Nas raras ocasiões em que a eventual criação de uma Superliga Europeia de futebol é tema de análise em Portugal, logo são apontados supostos constrangimentos à sua criação baseados numa pretensa impossibilidade dos clubes em tomarem uma iniciativa desse cariz e, assim, enfrentarem a UEFA. Por vezes até se reconhece que os clubes poderiam ter a capacidade de se organizarem e tentarem promover uma competição internacional entre si, mas logo são apontadas inúmeras possibilidades de retaliação da UEFA e FIFA que inviabilizariam logo à partida o arrojo dos clubes. Esquecem-se, no entanto, que quem manda efectivamente no futebol são os adeptos porque são eles os consumidores de futebol. E as suas motivações estão bem tipificadas: afecto clubista e prazer de ver os melhores artistas. Ora, se os adeptos pagam para ver a sua equipa ou os seus jogadores preferidos, pagarão independentemente de quem organiza as provas. Os jogadores e treinadores quererão representar os clubes que melhor lhes pagarão e esses serão os que conseguirão granjear maiores receitas, independentemente, mais uma vez, de quem organiza as competições. Não se trata de um lirismo, já aconteceu no basquetebol, cuja popularidade à escala europeia está abaixo do futebol, mas muito acima de qualquer outra modalidade. E tanto a FIFA e a UEFA como os clubes de futebol conhecem perfeitamente o caso do basquetebol europeu.

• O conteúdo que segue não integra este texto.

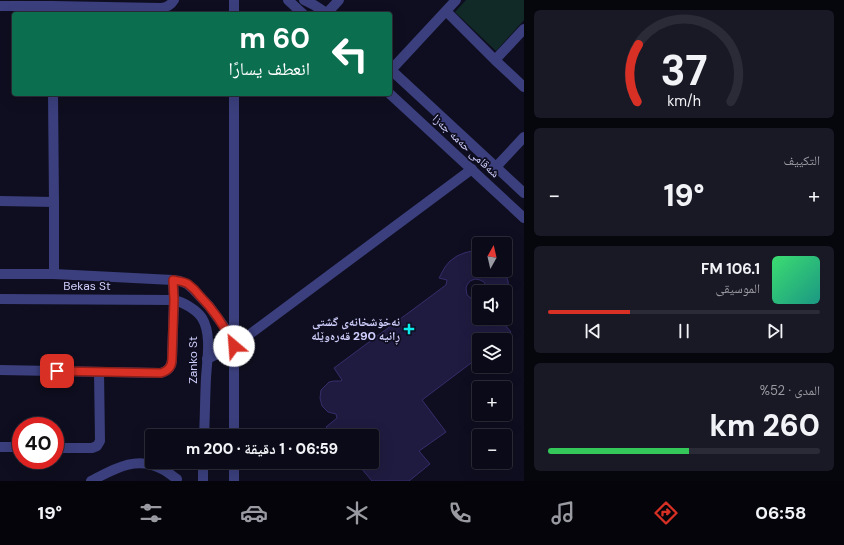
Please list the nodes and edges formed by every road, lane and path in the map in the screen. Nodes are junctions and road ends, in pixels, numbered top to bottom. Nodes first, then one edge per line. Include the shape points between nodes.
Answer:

Em 1991, foi criada a ULEB, a associação de ligas europeias de basquetebol. O passo foi dado pelas ligas de clubes de Espanha, Itália e França, as quais, nos anos seguintes, viram juntar-se-lhes as de outros países (a grega foi a primeira, em 1996). O seu propósito foi assumido desde o início: Organização de competições europeias de basquetebol à margem da FIBA e da FIBA Europa, as congéneres da FIFA e da UEFA na modalidade. E a razão foi clara: Os clubes não identificavam qualquer vantagem na existência de um intermediário para gerir os seus interesses comuns, nomeadamente a captação de receitas. Finalmente, em 2000, a ULEB anunciou a criação da Euroliga.

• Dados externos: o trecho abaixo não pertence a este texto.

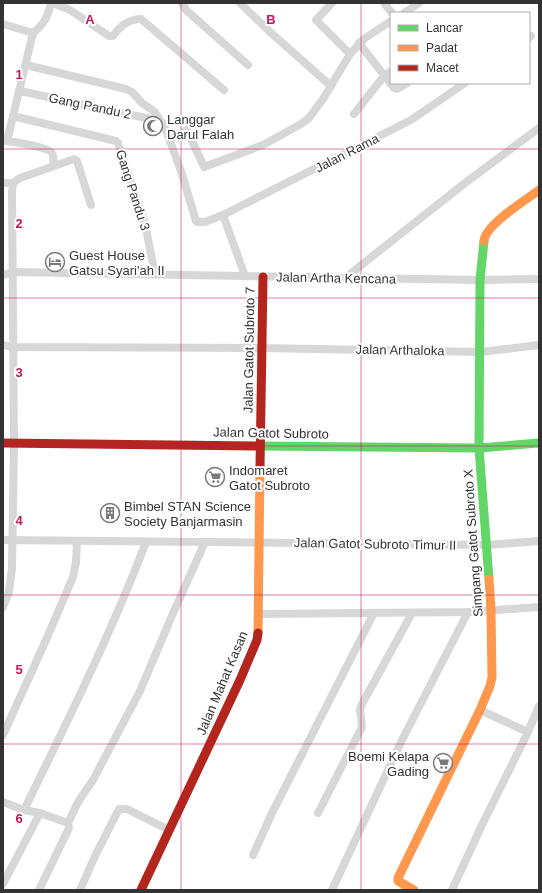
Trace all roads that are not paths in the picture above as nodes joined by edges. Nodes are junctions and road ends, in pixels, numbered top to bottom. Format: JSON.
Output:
{"nodes":[{"id":1,"x":52,"y":3,"type":"edge"},
{"id":2,"x":182,"y":3,"type":"edge"},
{"id":3,"x":240,"y":3,"type":"edge"},
{"id":4,"x":332,"y":3,"type":"edge"},
{"id":5,"x":384,"y":3,"type":"edge"},
{"id":6,"x":418,"y":3,"type":"edge"},
{"id":7,"x":391,"y":12,"type":"edge"},
{"id":8,"x":405,"y":12,"type":"edge"},
{"id":9,"x":390,"y":22,"type":"edge"},
{"id":10,"x":3,"y":24,"type":"edge"},
{"id":11,"x":33,"y":33,"type":"junction"},
{"id":12,"x":359,"y":43,"type":"junction"},
{"id":13,"x":350,"y":54,"type":"junction"},
{"id":14,"x":26,"y":65,"type":"junction"},
{"id":15,"x":248,"y":65,"type":"dead end"},
{"id":16,"x":388,"y":73,"type":"edge"},
{"id":17,"x":393,"y":84,"type":"edge"},
{"id":18,"x":405,"y":84,"type":"edge"},
{"id":19,"x":464,"y":84,"type":"edge"},
{"id":20,"x":331,"y":86,"type":"junction"},
{"id":21,"x":224,"y":90,"type":"dead end"},
{"id":22,"x":20,"y":91,"type":"junction"},
{"id":23,"x":354,"y":114,"type":"dead end"},
{"id":24,"x":13,"y":116,"type":"junction"},
{"id":25,"x":160,"y":121,"type":"junction"},
{"id":26,"x":539,"y":128,"type":"edge"},
{"id":27,"x":170,"y":139,"type":"junction"},
{"id":28,"x":5,"y":142,"type":"edge"},
{"id":29,"x":54,"y":166,"type":"junction"},
{"id":30,"x":14,"y":182,"type":"junction"},
{"id":31,"x":3,"y":184,"type":"edge"},
{"id":32,"x":539,"y":190,"type":"edge"},
{"id":33,"x":91,"y":205,"type":"dead end"},
{"id":34,"x":223,"y":215,"type":"junction"},
{"id":35,"x":13,"y":272,"type":"junction"},
{"id":36,"x":3,"y":274,"type":"edge"},
{"id":37,"x":155,"y":274,"type":"junction"},
{"id":38,"x":245,"y":276,"type":"junction"},
{"id":39,"x":263,"y":277,"type":"junction"},
{"id":40,"x":345,"y":278,"type":"junction"},
{"id":41,"x":539,"y":279,"type":"edge"},
{"id":42,"x":480,"y":280,"type":"junction"},
{"id":43,"x":3,"y":345,"type":"edge"},
{"id":44,"x":539,"y":345,"type":"edge"},
{"id":45,"x":13,"y":347,"type":"junction"},
{"id":46,"x":261,"y":348,"type":"junction"},
{"id":47,"x":480,"y":352,"type":"junction"},
{"id":48,"x":3,"y":443,"type":"edge"},
{"id":49,"x":14,"y":443,"type":"junction"},
{"id":50,"x":539,"y":443,"type":"edge"},
{"id":51,"x":260,"y":446,"type":"junction"},
{"id":52,"x":479,"y":448,"type":"junction"},
{"id":53,"x":3,"y":540,"type":"edge"},
{"id":54,"x":13,"y":540,"type":"junction"},
{"id":55,"x":77,"y":541,"type":"junction"},
{"id":56,"x":539,"y":541,"type":"edge"},
{"id":57,"x":146,"y":542,"type":"junction"},
{"id":58,"x":205,"y":542,"type":"junction"},
{"id":59,"x":259,"y":543,"type":"junction"},
{"id":60,"x":487,"y":546,"type":"junction"},
{"id":61,"x":3,"y":607,"type":"edge"},
{"id":62,"x":539,"y":607,"type":"edge"},
{"id":63,"x":491,"y":610,"type":"junction"},
{"id":64,"x":468,"y":612,"type":"junction"},
{"id":65,"x":374,"y":613,"type":"junction"},
{"id":66,"x":412,"y":613,"type":"junction"},
{"id":67,"x":258,"y":614,"type":"junction"},
{"id":68,"x":539,"y":706,"type":"edge"},
{"id":69,"x":480,"y":710,"type":"junction"},
{"id":70,"x":528,"y":732,"type":"junction"},
{"id":71,"x":3,"y":735,"type":"edge"},
{"id":72,"x":3,"y":802,"type":"edge"},
{"id":73,"x":24,"y":810,"type":"junction"},
{"id":74,"x":40,"y":813,"type":"junction"},
{"id":75,"x":318,"y":813,"type":"dead end"},
{"id":76,"x":68,"y":823,"type":"junction"},
{"id":77,"x":169,"y":830,"type":"junction"},
{"id":78,"x":253,"y":855,"type":"dead end"},
{"id":79,"x":3,"y":884,"type":"edge"},
{"id":80,"x":39,"y":890,"type":"edge"},
{"id":81,"x":80,"y":890,"type":"edge"},
{"id":82,"x":141,"y":890,"type":"edge"},
{"id":83,"x":332,"y":890,"type":"edge"},
{"id":84,"x":414,"y":890,"type":"edge"},
{"id":85,"x":452,"y":890,"type":"edge"}],
"edges":[{"from":1,"to":11,"type":"street"},
{"from":1,"to":21,"type":"street"},
{"from":2,"to":15,"type":"street"},
{"from":3,"to":20,"type":"street"},
{"from":4,"to":13,"type":"street"},
{"from":5,"to":7,"type":"street"},
{"from":6,"to":8,"type":"street"},
{"from":9,"to":12,"type":"street"},
{"from":10,"to":11,"type":"street"},
{"from":11,"to":14,"type":"street"},
{"from":12,"to":13,"type":"street"},
{"from":12,"to":16,"type":"street"},
{"from":13,"to":20,"type":"street"},
{"from":14,"to":22,"type":"street"},
{"from":14,"to":25,"type":"street"},
{"from":16,"to":23,"type":"street"},
{"from":17,"to":18,"type":"street"},
{"from":19,"to":34,"type":"street","name":"Jalan Rama"},
{"from":20,"to":27,"type":"street"},
{"from":22,"to":24,"type":"street"},
{"from":22,"to":25,"type":"street","name":"Gang Pandu 2"},
{"from":24,"to":28,"type":"street"},
{"from":24,"to":37,"type":"street","name":"Gang Pandu 3"},
{"from":25,"to":27,"type":"street"},
{"from":26,"to":40,"type":"street"},
{"from":27,"to":34,"type":"street","name":"Jalan Rama"},
{"from":28,"to":29,"type":"street"},
{"from":29,"to":30,"type":"street"},
{"from":29,"to":33,"type":"street"},
{"from":30,"to":31,"type":"street"},
{"from":30,"to":35,"type":"street"},
{"from":32,"to":42,"type":"street","name":"Simpang Gatot Subroto X"},
{"from":34,"to":38,"type":"street"},
{"from":35,"to":36,"type":"street","name":"Jalan Artha Kencana"},
{"from":35,"to":37,"type":"street","name":"Jalan Artha Kencana"},
{"from":35,"to":45,"type":"street"},
{"from":37,"to":38,"type":"street","name":"Jalan Artha Kencana"},
{"from":38,"to":39,"type":"street","name":"Jalan Artha Kencana"},
{"from":39,"to":40,"type":"street","name":"Jalan Artha Kencana"},
{"from":39,"to":46,"type":"street","name":"Jalan Gatot Subroto 7"},
{"from":40,"to":42,"type":"street","name":"Jalan Artha Kencana"},
{"from":41,"to":42,"type":"street","name":"Jalan Artha Kencana"},
{"from":42,"to":47,"type":"street","name":"Simpang Gatot Subroto X"},
{"from":43,"to":45,"type":"street","name":"Jalan Arthaloka"},
{"from":44,"to":47,"type":"street","name":"Jalan Arthaloka"},
{"from":45,"to":46,"type":"street","name":"Jalan Arthaloka"},
{"from":45,"to":49,"type":"street"},
{"from":46,"to":47,"type":"street","name":"Jalan Arthaloka"},
{"from":46,"to":51,"type":"street","name":"Jalan Gatot Subroto 7"},
{"from":47,"to":52,"type":"street","name":"Simpang Gatot Subroto X"},
{"from":48,"to":49,"type":"street","name":"Jalan Gatot Subroto"},
{"from":49,"to":51,"type":"street","name":"Jalan Gatot Subroto"},
{"from":49,"to":54,"type":"street"},
{"from":50,"to":52,"type":"street","name":"Jalan Gatot Subroto"},
{"from":51,"to":52,"type":"street","name":"Jalan Gatot Subroto"},
{"from":51,"to":59,"type":"street","name":"Jalan Mahat Kasan"},
{"from":52,"to":60,"type":"street","name":"Simpang Gatot Subroto X"},
{"from":53,"to":54,"type":"street","name":"Jalan Gatot Subroto Timur II"},
{"from":54,"to":55,"type":"street","name":"Jalan Gatot Subroto Timur II"},
{"from":54,"to":61,"type":"street"},
{"from":55,"to":57,"type":"street","name":"Jalan Gatot Subroto Timur II"},
{"from":55,"to":71,"type":"street"},
{"from":56,"to":60,"type":"street","name":"Jalan Gatot Subroto Timur II"},
{"from":57,"to":58,"type":"street","name":"Jalan Gatot Subroto Timur II"},
{"from":57,"to":73,"type":"street"},
{"from":58,"to":59,"type":"street","name":"Jalan Gatot Subroto Timur II"},
{"from":58,"to":76,"type":"street"},
{"from":59,"to":60,"type":"street","name":"Jalan Gatot Subroto Timur II"},
{"from":59,"to":67,"type":"street","name":"Jalan Mahat Kasan"},
{"from":60,"to":63,"type":"street","name":"Simpang Gatot Subroto X"},
{"from":62,"to":63,"type":"street"},
{"from":63,"to":64,"type":"street"},
{"from":63,"to":69,"type":"street","name":"Simpang Gatot Subroto X"},
{"from":64,"to":66,"type":"street"},
{"from":64,"to":83,"type":"street"},
{"from":65,"to":66,"type":"street"},
{"from":65,"to":67,"type":"street"},
{"from":65,"to":78,"type":"street"},
{"from":66,"to":75,"type":"street"},
{"from":67,"to":77,"type":"street","name":"Jalan Mahat Kasan"},
{"from":68,"to":70,"type":"street"},
{"from":69,"to":70,"type":"street"},
{"from":69,"to":84,"type":"street","name":"Simpang Gatot Subroto X"},
{"from":70,"to":85,"type":"street"},
{"from":72,"to":73,"type":"street"},
{"from":73,"to":74,"type":"street"},
{"from":74,"to":76,"type":"street"},
{"from":74,"to":79,"type":"street"},
{"from":76,"to":80,"type":"street"},
{"from":77,"to":81,"type":"street"},
{"from":77,"to":82,"type":"street","name":"Jalan Mahat Kasan"}]}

Claro está, a FIBA Europa não assistiu impávida e serena às movimentações dos clubes. Foi de ameaça em ameaça e de retaliação gorada em retaliação gorada até à capitulação final. A tentativa derradeira foi a de ameaçar as federações dos países cujos clubes participam nas competições da ULEB de não poderem competir nas provas internacionais de selecções, tentando assim que fossem os jogadores a pressionarem os clubes para que a FIBA voltasse a organizar as principais competições europeias de clubes. Como se esperava, jogadores e treinadores, como profissionais que são, obedeceram a quem mais lhes pode pagar e não demonstraram interesse suficiente em provocarem uma reversão do modelo competitivo de clubes a nível europeu. Já antes a FIBA Europa havia tentado impedir os clubes de participarem nas competições nacionais, mas imagine-se, por exemplo, o campeonato nacional de futebol português sem Benfica e Porto…

No presente, a ULEB organiza duas competições, a Euroliga, com 16 equipas (os finalistas disputam 35 a 37 jogos) e a Eurocup, com 24 clubes. Dos 16 clubes participantes na Euroliga, 11 são fixos (Barcelona, Baskonia e Real Madrid de Espanha, Olympiacos e Panathinaikos da Grécia, Anadolu Efes e Fenerbahce da Turquia, Maccabi Tel Aviv, Olimpia Milano, CSKA e Zalguiris de Israel, Itália, Rússia e Lituânia respectivamente) e os restantes são apurados através da Eurocup, da classificação nos campeonatos nacionais ou por convite. Na prática, a ULEB garante que, na sua principal competição, participam os 16 melhores clubes de basquetebol na Europa em cada ano, isto é, os que não só têm teoricamente melhores equipas como os que garantem mais público e maior investimento (por exemplo, em 2016, os maiores orçamentos foram do CSKA, Fenerbahce e Real Madrid, com 35, 27 e 23 milhões de euros respectivamente). Tudo isto sem que uma entidade intermediária fique com uma fatia significativa das receitas provenientes dos patrocinadores e direitos televisivos.


A UEFA, beneficiando do exemplo da experiência nefasta para a FIBA Europa, tem sido mais inteligente que a sua congénere e, ao invés de entrar em conflito com os clubes, tem aumentado a percentagem das receitas distribuídas aos clubes participantes na Liga dos Campeões e da Liga Europa. Um dia não haverá acordo, resta saber quando.